CPS 444/544 Lecture notes: sed (stream editor)
Coverage: [UPE] Chapter 4, §4.3 (pp. 108-114)
ex (line editor)
- vi is close to a full programming language because of its
use of ex
- a masterpiece in user-interface software design
- approaches to studying: memorize commands or
learn/know general syntax
- general syntax of ex commands: :[address]command[options]
- deleting all blank lines:
- example address
- 10,20 (lines 10 thru 20)
- .,100 (current line thru line 100)
- .,$ (current line thru last line of file)
- % = 1,$
- :set list (display each
TAB as ^Is and EOLs as $)
- :set nolist
- search and replace:
:%s/RE/replacement_text/g
(same as 1,$s/RE/replacement_text/g); examples:
- :%s/Alice/Lucy/g (the g makes it global,
i.e., replace all occurrences, not just the first, on each line)

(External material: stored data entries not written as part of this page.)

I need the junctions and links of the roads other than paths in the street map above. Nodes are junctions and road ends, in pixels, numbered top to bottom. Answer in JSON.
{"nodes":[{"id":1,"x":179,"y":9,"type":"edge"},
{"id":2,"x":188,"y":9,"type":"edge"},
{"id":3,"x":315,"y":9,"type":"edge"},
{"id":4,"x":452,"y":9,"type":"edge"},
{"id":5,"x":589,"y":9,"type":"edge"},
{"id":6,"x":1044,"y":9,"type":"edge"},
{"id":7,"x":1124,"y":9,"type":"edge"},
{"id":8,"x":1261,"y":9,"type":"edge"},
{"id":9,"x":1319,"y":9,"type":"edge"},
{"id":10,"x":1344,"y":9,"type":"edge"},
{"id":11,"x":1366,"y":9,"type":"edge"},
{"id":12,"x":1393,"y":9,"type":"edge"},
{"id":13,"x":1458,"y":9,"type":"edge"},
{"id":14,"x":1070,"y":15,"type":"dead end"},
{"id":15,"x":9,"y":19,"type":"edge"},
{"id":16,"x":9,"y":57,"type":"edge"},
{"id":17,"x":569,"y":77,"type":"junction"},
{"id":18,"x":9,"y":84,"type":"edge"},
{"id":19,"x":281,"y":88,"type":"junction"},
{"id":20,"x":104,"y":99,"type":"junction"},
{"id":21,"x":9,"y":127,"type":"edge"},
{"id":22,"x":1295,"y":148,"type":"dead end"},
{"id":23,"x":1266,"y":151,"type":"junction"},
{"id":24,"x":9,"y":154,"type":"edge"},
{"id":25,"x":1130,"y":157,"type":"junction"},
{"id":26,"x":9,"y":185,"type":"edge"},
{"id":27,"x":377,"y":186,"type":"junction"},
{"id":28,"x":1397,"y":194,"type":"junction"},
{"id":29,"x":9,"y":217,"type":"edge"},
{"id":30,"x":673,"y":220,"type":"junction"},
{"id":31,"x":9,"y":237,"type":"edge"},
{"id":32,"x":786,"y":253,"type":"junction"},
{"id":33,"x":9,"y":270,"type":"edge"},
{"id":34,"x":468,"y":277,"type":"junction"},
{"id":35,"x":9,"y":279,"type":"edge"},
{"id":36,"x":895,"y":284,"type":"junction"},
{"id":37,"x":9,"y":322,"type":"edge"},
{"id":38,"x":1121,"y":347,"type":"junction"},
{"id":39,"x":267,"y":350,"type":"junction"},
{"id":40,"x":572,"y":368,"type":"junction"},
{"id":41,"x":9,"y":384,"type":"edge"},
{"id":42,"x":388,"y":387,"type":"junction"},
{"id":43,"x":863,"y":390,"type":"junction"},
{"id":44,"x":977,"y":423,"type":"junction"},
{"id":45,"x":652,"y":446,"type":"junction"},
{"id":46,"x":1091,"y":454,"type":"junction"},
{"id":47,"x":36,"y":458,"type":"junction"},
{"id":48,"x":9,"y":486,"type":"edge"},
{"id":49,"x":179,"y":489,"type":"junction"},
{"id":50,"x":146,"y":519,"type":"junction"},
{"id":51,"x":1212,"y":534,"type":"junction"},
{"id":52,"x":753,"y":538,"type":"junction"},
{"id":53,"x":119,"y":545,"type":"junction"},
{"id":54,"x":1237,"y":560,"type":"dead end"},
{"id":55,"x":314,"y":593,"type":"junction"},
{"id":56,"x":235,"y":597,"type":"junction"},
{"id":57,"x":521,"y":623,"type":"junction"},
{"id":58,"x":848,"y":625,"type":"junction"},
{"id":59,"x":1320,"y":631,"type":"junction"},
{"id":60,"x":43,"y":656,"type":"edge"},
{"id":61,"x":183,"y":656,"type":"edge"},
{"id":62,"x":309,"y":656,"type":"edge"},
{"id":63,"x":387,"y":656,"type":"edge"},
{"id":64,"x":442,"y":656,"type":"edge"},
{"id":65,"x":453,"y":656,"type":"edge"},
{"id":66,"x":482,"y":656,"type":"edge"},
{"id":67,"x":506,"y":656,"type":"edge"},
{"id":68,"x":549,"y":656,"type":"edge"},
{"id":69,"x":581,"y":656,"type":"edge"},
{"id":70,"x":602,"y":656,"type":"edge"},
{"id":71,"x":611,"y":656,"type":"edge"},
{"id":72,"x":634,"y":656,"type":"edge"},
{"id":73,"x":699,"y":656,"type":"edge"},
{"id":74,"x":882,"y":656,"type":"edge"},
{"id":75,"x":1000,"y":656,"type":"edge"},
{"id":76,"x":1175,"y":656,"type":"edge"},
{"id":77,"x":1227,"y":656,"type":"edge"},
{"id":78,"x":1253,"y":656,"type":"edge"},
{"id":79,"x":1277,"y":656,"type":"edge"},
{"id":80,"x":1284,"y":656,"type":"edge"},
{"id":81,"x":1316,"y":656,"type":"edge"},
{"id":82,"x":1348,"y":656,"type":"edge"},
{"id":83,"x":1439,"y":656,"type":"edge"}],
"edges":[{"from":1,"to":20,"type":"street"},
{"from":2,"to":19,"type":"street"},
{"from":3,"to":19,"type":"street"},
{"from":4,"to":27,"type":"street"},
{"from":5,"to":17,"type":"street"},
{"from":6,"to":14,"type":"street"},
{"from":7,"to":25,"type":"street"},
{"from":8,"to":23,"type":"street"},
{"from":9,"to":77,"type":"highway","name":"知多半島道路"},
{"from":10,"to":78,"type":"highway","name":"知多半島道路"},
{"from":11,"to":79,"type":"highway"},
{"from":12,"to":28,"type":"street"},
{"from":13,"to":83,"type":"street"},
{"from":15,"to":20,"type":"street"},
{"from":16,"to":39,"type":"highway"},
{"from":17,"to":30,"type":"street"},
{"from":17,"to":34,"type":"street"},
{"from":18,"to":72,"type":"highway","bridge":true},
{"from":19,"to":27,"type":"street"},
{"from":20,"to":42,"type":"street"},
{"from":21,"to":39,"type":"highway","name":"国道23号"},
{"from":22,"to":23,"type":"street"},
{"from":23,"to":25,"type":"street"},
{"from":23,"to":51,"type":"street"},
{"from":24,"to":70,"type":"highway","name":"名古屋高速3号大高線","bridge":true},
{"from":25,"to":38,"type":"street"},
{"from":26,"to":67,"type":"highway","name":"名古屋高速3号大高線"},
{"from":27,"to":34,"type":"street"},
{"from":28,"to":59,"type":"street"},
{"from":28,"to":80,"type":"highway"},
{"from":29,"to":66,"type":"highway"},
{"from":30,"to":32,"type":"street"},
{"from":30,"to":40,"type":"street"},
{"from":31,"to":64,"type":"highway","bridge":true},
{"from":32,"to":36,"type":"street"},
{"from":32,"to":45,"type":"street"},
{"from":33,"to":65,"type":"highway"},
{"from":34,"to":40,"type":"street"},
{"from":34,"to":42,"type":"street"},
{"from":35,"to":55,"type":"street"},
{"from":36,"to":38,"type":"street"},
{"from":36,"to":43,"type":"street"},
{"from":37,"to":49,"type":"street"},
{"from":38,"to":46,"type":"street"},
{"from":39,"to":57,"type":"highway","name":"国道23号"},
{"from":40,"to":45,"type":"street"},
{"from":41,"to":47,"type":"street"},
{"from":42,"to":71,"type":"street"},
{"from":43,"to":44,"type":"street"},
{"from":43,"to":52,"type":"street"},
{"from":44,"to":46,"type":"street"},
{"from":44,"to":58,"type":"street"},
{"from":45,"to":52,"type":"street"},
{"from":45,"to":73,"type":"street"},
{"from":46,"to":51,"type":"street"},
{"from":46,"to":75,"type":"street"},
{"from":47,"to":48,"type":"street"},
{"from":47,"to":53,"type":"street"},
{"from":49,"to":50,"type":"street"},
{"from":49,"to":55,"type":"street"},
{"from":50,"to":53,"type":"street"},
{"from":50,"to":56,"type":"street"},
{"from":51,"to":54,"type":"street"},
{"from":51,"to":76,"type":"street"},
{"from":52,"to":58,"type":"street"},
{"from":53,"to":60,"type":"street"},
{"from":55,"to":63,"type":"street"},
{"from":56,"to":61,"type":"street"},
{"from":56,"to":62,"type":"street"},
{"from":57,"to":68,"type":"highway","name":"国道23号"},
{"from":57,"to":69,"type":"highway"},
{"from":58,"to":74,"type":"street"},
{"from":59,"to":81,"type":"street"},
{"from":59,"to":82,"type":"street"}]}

- %s/hello/& world/g (& represents the
matched text)
- :%s/[TAB]/ /g
(replaces TABs with 3 consecutive spaces on every line)
- %s/[ TAB][ TAB]*$//
(purges trailing whitespace on every line)
- :%s/fprintf/FPRINTF/g
(replaces all occurrences of fprintf with FPRINTF)
- :.,$s/fprintf/FPRINTF/g
(replaces occurrences of fprintf from the
current line (.) to the last line of the file ($)
with FPRINTF)
- :10,20s/fprintf/FPRINTF/g
(replaces occurrences of fprintf
from line 10 to 20 with FPRINTF)
- :%s/^\([A-Z][a-z-]*\)[,][ ]\([A-Z][a-z-]*\)$/\2 \1/
(converts names from <last>, <first>
format to <first> <last> format)
- :%s/^\([[:alpha:]]*\)[ ]\([[:alpha:]]*\)$/\2, \1/
(undoes the previous transformation)
- move text: :100,200m.
(moves lines 100 thru 200 to the current line)
- another example - :10,20w newfile
(extracts lines 10 thru 20 and writes them to newfile)
Essential sed
- (non-interactive) stream editor
- beginnings of a complete command language
- execution model
for each line in the input stream:
- read input line into pattern space,
- apply commands to pattern space,
- send pattern space to stdout.
- similar syntax to ex
- basic syntax: <condition><action>
- detailed syntax:
[<address>[,<address>]][!]<command>[<arguments>]
| conditions | actions |
| /RE/ | d |
| m,n | p |
| $ | q |
| <condition>! | s/RE/string/ |
| <condition1>,<condition2>! |
w <filename> |
| i |
| a |
- invoking sed
- sed '<edit commands>' <file(s)>
- cat <file(s)> | sed '<edit commands>'
- sed -f <edit commands file> <file(s)>
- -e option
- sed -e '{ ... }' file (...
represents more than one editing command
expression on separate lines, and address space applies to all commands
...)
- if curly braces ({ }) omitted, put an individual, and
possibly distinct, address for each editing command expression
- use of -n option which suppresses output (step 3 above)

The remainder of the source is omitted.